Core Commonalities: When ‘Morality’ Replaces Health Care
At their core, abortion restrictions — whether they subject women to an ultrasound with the volume turned up before an abortion, make clinics widen their hallways, or prevent referrals — are passing judgment on those seeking out services. These laws and their supporters are saying that you don’t have the right to this care, that some sexual behavior is unacceptable, and that the punishment for going against these societal norms is a loss of bodily autonomy.
These are all issues that have impeded HIV care since the beginning of the epidemic, and the people most impacted by restriction to access — poor people, queer people, people of color, and people living in the South — are the same people who have historically been most affected by the HIV epidemic.

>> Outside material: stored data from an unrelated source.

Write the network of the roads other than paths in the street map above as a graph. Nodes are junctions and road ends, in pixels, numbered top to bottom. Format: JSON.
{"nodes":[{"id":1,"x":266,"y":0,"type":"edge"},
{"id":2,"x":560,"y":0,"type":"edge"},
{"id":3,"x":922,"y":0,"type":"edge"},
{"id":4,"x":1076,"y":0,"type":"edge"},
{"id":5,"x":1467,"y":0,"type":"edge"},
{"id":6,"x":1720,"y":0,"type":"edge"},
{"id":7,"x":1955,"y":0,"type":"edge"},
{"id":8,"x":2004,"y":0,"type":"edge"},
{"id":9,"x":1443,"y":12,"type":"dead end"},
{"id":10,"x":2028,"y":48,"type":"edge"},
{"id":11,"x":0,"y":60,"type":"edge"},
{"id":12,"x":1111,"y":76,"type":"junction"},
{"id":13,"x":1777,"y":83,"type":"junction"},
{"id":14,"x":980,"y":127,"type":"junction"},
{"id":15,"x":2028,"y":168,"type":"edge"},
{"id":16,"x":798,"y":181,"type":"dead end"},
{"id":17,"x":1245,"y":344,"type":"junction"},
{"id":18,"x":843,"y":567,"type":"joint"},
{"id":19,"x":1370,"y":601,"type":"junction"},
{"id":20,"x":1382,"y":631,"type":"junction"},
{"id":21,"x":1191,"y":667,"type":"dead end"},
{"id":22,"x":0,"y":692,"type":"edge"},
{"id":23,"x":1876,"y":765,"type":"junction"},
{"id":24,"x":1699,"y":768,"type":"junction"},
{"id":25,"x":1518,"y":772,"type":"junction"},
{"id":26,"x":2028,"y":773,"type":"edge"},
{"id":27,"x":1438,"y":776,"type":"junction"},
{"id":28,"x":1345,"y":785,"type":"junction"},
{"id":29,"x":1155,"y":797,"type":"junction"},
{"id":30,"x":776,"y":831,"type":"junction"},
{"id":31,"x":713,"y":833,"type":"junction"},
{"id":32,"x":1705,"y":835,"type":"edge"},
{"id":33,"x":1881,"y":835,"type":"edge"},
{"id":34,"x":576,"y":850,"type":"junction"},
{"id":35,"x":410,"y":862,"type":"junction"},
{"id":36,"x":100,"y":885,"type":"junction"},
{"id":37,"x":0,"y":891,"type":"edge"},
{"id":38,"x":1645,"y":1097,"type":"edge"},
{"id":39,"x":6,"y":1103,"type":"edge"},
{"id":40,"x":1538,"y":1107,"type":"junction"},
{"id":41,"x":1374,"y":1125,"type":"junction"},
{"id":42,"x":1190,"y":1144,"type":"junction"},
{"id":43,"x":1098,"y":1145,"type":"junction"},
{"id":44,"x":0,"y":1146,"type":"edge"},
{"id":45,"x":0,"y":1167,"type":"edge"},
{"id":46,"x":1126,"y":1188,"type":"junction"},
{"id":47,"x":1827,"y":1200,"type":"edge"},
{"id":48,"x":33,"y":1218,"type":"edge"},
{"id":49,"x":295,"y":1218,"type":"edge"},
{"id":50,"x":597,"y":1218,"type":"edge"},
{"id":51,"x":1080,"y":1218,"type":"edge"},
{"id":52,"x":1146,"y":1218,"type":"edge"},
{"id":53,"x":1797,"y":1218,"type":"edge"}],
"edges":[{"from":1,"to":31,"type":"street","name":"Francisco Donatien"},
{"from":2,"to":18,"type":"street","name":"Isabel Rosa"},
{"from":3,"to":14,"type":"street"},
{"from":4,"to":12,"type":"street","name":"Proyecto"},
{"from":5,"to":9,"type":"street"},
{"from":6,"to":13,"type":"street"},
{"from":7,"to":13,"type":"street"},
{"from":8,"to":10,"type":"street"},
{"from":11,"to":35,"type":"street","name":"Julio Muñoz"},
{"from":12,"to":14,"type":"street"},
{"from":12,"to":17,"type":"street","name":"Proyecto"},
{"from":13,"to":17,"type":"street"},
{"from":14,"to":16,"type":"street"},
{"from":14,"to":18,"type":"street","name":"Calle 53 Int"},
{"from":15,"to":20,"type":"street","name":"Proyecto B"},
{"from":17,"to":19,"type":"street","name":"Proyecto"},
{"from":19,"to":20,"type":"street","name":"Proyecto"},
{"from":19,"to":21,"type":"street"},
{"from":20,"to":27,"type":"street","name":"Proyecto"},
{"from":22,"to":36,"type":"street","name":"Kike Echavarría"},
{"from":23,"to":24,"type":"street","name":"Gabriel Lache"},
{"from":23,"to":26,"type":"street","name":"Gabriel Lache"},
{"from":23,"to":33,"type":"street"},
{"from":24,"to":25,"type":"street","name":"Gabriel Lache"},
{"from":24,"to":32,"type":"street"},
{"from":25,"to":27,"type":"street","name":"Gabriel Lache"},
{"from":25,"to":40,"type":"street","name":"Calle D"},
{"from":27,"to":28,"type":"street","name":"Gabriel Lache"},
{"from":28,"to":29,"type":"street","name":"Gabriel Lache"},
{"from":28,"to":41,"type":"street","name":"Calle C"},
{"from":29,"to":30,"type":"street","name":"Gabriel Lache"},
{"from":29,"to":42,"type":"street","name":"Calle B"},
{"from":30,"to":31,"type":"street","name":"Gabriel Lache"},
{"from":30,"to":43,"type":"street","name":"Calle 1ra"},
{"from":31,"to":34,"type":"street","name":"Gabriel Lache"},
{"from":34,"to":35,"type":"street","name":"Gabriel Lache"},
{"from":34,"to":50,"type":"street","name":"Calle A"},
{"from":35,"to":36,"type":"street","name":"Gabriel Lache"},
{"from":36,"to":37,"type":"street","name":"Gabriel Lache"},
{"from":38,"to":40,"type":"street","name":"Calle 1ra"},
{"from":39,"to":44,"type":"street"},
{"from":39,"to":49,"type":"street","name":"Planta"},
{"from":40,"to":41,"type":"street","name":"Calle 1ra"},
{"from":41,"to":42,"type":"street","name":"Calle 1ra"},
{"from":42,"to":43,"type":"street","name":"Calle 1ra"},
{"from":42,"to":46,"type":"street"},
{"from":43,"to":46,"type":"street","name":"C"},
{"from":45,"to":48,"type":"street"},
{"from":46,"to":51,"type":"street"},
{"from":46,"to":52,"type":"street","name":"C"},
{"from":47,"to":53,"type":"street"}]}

Mary Alice Carter, executive director of Equity Forward, summed it up this way in an email to TheBody: “Their movement is and has always been about defining what they believe is right and moral when it comes to sex, sexuality, relationships, and family. Not only do they shame and stigmatize abortion decisions, they also vilify birth control and LGBTQ people. And every time you make people feel wrong, sinful, or shameful for their choices, be it ending a pregnancy or contracting an STI, or for who they love, you force them to hide, to not seek proper care, and to delay healthy choices.”